手里的麦片牛奶慢慢凉了,没放什么糖,凉掉的时候更加寡淡。
他忽然冲出书房,在书包里匆忙地翻着,找出了那包山楂锅盔。
配着牛奶麦片咬下去的时候,嘴里终于有了点不一样的滋味。
点开手机,班级群里,年级群里,一片热闹。
2班的学委李建荃小心翼翼地给他留了一条私聊,问他数学竞赛卷子最后一题的答案;
傅松华在班级群里吆喝,问明晚有没有人早点返校,在晚自习前抓紧时间打一场球;
年纪群里,有人在匿名说这一届的学弟学妹不好带,高一新生的班花班草评选这么早就开始刷票;那个著名的百晓生在反驳他放屁,说哪一届不刷
他默默地浏览了半天,前面的几百条记录一一翻看过去,也没有看到那个人懒洋洋的发言。
他把自己数学试卷的最后一题拍了个照,发给了李建荃。
刚发完,傅松华的私聊就到了“老大老大,在吗明天打球不早点来嘛早点来嘛,拜托拜托”
住校的学生周末返校往往有两个时间点,家住得近的,会选择周一早上赶过来;而家远些的,怕周一迟到,往往是周末晚上就回校。
“不了。我在家住,周一再过去。
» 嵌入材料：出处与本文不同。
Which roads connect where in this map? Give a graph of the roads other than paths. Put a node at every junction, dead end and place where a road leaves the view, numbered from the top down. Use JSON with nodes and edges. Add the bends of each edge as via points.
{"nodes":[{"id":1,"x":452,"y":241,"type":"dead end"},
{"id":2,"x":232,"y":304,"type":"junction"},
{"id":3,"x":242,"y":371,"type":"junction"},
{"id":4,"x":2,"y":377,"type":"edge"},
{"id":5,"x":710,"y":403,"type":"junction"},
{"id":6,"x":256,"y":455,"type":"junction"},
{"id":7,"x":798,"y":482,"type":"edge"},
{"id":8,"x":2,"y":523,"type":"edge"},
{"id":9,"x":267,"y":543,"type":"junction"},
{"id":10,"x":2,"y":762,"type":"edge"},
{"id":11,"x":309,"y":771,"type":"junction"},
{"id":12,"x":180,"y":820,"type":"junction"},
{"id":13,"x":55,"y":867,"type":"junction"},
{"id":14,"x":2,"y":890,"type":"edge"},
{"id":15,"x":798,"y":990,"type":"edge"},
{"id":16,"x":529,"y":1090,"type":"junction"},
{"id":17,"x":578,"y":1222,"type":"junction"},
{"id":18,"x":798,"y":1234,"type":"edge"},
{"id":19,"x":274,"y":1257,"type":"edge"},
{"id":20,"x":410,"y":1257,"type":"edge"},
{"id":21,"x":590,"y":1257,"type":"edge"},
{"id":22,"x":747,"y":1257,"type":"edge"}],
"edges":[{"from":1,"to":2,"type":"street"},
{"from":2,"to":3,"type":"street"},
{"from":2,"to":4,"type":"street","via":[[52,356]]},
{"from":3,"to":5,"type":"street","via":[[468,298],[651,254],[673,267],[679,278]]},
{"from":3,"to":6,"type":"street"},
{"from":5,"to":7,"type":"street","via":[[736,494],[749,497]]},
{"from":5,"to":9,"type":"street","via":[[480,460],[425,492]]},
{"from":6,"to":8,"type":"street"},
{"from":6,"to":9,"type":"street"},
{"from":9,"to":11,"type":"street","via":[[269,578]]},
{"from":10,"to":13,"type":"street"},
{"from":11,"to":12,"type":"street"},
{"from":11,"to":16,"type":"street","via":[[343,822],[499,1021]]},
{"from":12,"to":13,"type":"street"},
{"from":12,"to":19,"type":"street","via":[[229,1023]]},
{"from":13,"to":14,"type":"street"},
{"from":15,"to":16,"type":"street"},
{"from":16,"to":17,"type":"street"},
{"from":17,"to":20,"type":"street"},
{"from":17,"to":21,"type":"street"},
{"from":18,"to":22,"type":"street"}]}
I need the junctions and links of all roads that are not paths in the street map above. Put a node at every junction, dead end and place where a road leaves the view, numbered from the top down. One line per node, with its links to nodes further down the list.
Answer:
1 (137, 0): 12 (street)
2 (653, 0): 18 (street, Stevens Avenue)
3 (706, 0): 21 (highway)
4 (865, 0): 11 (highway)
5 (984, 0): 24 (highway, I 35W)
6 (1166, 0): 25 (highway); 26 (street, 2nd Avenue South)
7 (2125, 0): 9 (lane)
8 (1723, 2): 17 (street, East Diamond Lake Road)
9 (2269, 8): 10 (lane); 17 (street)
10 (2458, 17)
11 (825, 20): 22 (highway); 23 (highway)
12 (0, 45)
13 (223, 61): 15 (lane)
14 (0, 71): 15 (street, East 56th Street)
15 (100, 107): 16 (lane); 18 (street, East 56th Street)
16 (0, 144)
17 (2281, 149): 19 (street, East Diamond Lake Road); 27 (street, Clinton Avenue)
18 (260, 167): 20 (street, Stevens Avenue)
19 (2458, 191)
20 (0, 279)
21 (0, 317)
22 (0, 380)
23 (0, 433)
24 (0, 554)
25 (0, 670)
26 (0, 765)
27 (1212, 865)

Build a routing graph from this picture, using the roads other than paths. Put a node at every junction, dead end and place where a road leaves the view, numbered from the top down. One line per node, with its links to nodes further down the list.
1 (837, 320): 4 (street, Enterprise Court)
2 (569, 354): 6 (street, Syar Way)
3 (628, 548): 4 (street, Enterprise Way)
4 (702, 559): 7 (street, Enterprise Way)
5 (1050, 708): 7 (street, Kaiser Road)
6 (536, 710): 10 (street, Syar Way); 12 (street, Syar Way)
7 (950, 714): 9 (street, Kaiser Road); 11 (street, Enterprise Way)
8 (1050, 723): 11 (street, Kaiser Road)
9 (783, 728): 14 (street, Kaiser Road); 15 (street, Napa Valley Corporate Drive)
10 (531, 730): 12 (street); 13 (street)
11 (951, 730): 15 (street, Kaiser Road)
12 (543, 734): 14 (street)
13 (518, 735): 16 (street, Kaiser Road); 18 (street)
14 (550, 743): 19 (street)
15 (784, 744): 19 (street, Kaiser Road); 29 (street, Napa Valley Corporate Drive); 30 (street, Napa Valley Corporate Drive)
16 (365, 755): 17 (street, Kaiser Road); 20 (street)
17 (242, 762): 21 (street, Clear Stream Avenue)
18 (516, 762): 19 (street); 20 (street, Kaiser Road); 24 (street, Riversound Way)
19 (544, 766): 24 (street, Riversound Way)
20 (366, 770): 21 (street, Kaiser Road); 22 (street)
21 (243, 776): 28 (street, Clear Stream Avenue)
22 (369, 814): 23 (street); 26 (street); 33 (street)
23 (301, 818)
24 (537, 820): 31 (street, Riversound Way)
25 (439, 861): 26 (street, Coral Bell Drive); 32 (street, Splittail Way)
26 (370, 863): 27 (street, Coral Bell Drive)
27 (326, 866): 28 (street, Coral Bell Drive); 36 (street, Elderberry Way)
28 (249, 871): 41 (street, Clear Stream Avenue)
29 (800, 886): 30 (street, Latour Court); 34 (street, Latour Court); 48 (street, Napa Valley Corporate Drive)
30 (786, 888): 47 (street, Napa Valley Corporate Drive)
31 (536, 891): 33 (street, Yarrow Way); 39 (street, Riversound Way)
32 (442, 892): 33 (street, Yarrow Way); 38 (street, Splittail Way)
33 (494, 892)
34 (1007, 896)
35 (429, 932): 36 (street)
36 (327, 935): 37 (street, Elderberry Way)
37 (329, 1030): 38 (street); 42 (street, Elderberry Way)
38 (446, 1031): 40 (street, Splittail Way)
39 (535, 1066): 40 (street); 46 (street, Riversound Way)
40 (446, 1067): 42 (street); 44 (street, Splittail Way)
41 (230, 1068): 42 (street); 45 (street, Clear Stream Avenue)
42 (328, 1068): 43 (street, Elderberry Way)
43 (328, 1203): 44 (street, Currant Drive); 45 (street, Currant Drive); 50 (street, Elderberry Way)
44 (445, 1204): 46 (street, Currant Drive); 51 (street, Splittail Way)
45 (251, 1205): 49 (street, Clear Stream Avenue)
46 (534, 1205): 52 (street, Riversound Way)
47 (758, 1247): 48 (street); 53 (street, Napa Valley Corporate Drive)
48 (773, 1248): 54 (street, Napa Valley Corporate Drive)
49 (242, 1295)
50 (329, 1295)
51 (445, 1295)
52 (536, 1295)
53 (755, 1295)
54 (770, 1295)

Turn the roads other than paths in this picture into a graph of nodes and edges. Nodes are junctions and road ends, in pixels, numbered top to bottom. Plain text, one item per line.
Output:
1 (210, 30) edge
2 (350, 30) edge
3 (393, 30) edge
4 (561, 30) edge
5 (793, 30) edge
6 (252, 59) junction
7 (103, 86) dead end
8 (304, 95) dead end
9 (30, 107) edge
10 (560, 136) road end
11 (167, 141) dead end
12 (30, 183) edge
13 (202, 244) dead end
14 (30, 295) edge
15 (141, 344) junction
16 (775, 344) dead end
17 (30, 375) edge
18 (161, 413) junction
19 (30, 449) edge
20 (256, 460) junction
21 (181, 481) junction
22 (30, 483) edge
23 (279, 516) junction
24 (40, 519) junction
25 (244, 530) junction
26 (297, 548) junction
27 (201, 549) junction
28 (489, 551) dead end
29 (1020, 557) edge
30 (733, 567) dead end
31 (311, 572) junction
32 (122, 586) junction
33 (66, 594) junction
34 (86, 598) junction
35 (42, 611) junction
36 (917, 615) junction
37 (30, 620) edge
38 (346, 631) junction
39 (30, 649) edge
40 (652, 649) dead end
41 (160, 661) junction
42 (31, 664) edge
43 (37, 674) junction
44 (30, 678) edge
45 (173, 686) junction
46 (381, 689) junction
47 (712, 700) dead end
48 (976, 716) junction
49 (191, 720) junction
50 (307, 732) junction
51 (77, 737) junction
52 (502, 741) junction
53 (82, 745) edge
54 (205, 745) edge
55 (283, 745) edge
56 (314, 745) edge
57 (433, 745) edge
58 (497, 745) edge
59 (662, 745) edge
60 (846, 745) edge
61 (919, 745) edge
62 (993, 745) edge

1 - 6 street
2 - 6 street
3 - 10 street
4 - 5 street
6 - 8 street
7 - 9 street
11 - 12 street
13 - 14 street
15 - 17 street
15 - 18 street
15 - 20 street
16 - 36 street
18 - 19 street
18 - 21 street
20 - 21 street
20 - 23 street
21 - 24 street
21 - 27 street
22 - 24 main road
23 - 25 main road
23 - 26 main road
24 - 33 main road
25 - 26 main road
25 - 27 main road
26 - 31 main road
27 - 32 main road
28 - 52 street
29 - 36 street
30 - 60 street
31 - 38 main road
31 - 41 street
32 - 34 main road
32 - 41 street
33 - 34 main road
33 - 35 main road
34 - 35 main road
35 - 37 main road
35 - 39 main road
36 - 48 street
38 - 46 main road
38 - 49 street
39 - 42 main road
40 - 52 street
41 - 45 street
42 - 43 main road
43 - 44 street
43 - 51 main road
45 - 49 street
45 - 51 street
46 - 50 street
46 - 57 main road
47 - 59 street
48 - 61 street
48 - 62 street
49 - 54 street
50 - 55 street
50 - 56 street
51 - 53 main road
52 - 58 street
”他回了一句。
那个空荡荡的寝室,现在比这个冷冰冰的家还要叫人难以忍受。
傅松华发了了哭泣的表情过来“老大你变了,不再是篮球场上最好的小伙伴了”
刚放下手机,就在这时,微信却忽然传来一声“叮咚”。
一个陌生的头像跳了出来,顶着一抹奇怪的粉红色。
秦渊怔了怔,等到看清备注名时,忽然心跳就好像快了一分。
以前阮轻暮的头像不是这个,而是一颗阴郁的破碎的心,看上去特别叫人不舒服。现在终于忽然换了
仔细一看,是一枝粉色水彩画就的桃花,开得灿烂又张扬。
顶着粉红花瓣的对话框里,那个人发了一句没头没脑的话“什么时候返校啊”
秦渊看着那句话,好半天没动手指。
隔了半个城市的小巷子里,阮轻暮心神不安地又瞥了一眼手机。
还是没回应。一定在做题目,真没劲。成绩都那么好了,干什么还这么发奋。
家里的主要空间都被隔开去做了按摩间,他个人的那间房子很小,在最里面,大约十来平米左右,摆着一张单人床、一张书桌,还有一个小书架和大衣柜。
虽然面积小,布置也简单,但是却干净整洁,勤快又干练的穆婉丽从来也没让儿子的生活过得不够体面。
终于,手机屏幕亮了,那个好像是偶然看到消息的人回了一条“”
阮轻暮精神一振,飞快地打字“我明天晚上就回去了,要不要一起”
他顿住了,忽然有点焦躁。
要一起干什么呢都不在一间寝室了,在一起看书、做题
班级不一样,连作业都不同,讨论作业、对答案也对不到一起去。
他想了想,删掉了“一起”两个字,改成了“要不要去我们楼上打个牌”。
打完了,没发出去。
神经病,打过一次对家,以后还想拉人做固定牌搭子吗他啐了自己一口。
秦渊坐着书桌边,看着对话框上面那串“对方正在输入”,不由自主地坐直了身体。
可是那行字又消失了,半晌没有变化,秦渊屏住呼吸,等了半天,终于再也忍不住,抓起手机正要追问,对面的话终于来了。